I made it to the parking lot for Old Faithful about 45 minutes before the next scheduled eruption and realized I grossly underestimated its popularity. The parking lot was packed. Not a single parking space to be found. So I left Old Faithful for another trip and continued my drive through Yellowstone. Not but a couple of minutes from the Old Faithful parking lot, I came across the Black Sand Basin. This time I found parking and was rewarded with geysers and deep rainbow-colored hot spring pools.
My Drive Through Yellowstone
(and the Parking Lot of Old Faithful)
I crossed into Montana through the West Yellowstone gate. I pulled over to stretch my legs and discovered Quake Lake. The lake was created when a 7.5 magnitude earthquake in 1959 caused a landslide and natural dam to form on the Madison River. You can see the tips of the (now dead) pines sticking out of the water, and the story is fascinating.
I pulled over to an Exxon in Three Forks, MT, to get gas and snacks, and that’s when I realized just how thick the smoke from the wildfires had gotten. The sun glowed through the haze like a scene from a post-apocalyptic world.
With amazement and anxiety, I continued to my stop for the night at the Townsend / Canyon Ferry Lake KOA. I was headed toward the fires, not yet close enough to see anything other than the smoke.
At the KOA, there was only one other tent camper. Everyone else was in RVs. I pulled up to the site to find Elizabeth and her dog Bonnie, chatting with a couple of other campers. I soon learned she was biking across the country to the east along a similar route to the one I’d just driven west. To be clear, we’re not talking a motorcycle; we’re talking a pedal bike, with a small trailer for her camping gear and a place for Bonnie to sit when it was too dangerous for her to run alongside Elizabeth on her bike. I joked with her about how I thought I was roughing it as I pulled out my air mattress, blankets, and two pillows for my tent.
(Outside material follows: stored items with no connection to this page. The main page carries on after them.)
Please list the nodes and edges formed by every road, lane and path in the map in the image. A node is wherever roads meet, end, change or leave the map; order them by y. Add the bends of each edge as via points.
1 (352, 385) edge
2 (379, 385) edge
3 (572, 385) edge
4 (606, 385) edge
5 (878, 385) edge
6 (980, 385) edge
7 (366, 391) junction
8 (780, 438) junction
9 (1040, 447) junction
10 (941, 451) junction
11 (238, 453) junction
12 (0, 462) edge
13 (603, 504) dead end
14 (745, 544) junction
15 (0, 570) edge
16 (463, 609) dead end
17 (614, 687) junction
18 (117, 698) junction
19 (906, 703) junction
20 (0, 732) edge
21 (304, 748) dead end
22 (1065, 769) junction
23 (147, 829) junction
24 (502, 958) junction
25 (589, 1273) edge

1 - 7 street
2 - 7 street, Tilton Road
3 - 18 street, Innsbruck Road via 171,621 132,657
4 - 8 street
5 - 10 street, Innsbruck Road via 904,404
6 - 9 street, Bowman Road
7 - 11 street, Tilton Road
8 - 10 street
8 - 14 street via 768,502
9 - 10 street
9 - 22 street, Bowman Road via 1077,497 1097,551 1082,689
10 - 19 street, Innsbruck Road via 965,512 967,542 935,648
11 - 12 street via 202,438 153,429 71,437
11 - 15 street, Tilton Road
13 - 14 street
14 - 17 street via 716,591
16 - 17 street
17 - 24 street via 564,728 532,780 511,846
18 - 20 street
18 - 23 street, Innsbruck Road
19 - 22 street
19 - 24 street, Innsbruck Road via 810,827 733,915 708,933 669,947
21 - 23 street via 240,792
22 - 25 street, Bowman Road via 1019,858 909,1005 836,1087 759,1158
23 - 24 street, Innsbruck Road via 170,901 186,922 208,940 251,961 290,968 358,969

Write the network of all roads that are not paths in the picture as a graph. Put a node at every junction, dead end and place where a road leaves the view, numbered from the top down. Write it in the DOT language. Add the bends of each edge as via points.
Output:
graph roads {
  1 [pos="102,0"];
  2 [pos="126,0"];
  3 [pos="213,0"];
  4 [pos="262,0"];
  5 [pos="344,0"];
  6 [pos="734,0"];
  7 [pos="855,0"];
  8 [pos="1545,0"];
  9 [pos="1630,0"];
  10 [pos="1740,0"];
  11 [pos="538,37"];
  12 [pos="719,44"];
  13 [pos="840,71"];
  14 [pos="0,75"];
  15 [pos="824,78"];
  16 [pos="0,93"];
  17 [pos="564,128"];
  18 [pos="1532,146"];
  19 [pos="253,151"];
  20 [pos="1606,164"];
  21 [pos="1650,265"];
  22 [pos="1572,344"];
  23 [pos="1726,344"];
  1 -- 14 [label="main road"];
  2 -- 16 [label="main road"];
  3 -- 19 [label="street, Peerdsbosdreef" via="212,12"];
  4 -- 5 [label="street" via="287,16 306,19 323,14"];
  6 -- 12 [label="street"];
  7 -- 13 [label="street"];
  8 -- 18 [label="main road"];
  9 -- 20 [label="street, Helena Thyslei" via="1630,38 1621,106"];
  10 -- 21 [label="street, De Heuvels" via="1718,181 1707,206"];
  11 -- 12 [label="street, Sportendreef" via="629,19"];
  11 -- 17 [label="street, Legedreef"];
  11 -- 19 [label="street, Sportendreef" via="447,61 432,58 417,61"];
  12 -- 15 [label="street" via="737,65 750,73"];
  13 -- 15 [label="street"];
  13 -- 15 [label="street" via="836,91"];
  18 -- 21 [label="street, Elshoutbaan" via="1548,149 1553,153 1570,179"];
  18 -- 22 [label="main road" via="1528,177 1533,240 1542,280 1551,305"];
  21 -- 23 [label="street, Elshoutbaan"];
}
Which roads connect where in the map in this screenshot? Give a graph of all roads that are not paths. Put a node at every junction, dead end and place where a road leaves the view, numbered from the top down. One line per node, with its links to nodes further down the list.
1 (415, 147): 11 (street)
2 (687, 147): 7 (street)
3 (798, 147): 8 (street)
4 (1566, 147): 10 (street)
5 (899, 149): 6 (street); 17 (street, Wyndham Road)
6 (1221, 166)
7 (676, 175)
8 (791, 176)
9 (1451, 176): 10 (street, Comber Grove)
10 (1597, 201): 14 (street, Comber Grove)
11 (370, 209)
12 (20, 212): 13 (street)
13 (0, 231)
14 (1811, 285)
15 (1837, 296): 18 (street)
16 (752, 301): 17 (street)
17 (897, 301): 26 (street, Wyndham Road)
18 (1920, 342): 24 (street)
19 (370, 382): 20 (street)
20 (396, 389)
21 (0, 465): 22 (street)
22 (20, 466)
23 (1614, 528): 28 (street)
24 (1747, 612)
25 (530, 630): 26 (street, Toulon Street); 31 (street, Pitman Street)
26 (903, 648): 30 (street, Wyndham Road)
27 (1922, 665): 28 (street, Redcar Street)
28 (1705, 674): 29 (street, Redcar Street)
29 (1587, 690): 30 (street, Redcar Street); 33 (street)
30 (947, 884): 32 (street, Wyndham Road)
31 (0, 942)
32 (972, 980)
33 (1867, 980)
Due to the proximity of the campsite to the wildfires and the dry, windy weather, campfires and camp stoves were prohibited. So dinner was cold, leftover hot dogs from the grill at Jackson Hole and beer. At the same time, Elizabeth and I had a deep conversation about the state of the education system in the U.S. and swapped suggestions for sites to see along with our respective trips.
A Change of Plans
The next morning I went to the camp store for a free hot cup of coffee (the morning winds were cold!), and a couple smokes out on the porch out of the wind. The colorful manager laughed as folks drove down to Canyon Ferry Lake with their fishing boats in tow, only to come back shortly after when they realized the wind was too much to handle on the lake. When I told her I was on my way to Glacier National Park to drive Going to the Sun road, she handed me the awful news that the park closed just that morning as it was in the heart of the wildfires. My first thought was to the camper I met in Mitchell, SD, who was camping in Glacier as we spoke. My second thought was to the campsites I’d already reserved. I was really hoping they would take mercy on me and process the refunds even though it was less than 48 hours from my stay since campsites near Glacier are more expensive than any of the other places I’d stayed along the way. Unfortunately, that was not the case, and I decided my life was worth more than the $100 loss on the two sites. I changed my plans and decided to rent a hotel in Missoula, only a few hours from Towsend, so I could regroup and figure out how I would adjust reservations in Seattle and the rest of my trip. Note, in most cases, I didn’t make reservations until a couple of days before, if at all. However, Seattle I’d booked before I left DC because I saw a great deal on a place downtown.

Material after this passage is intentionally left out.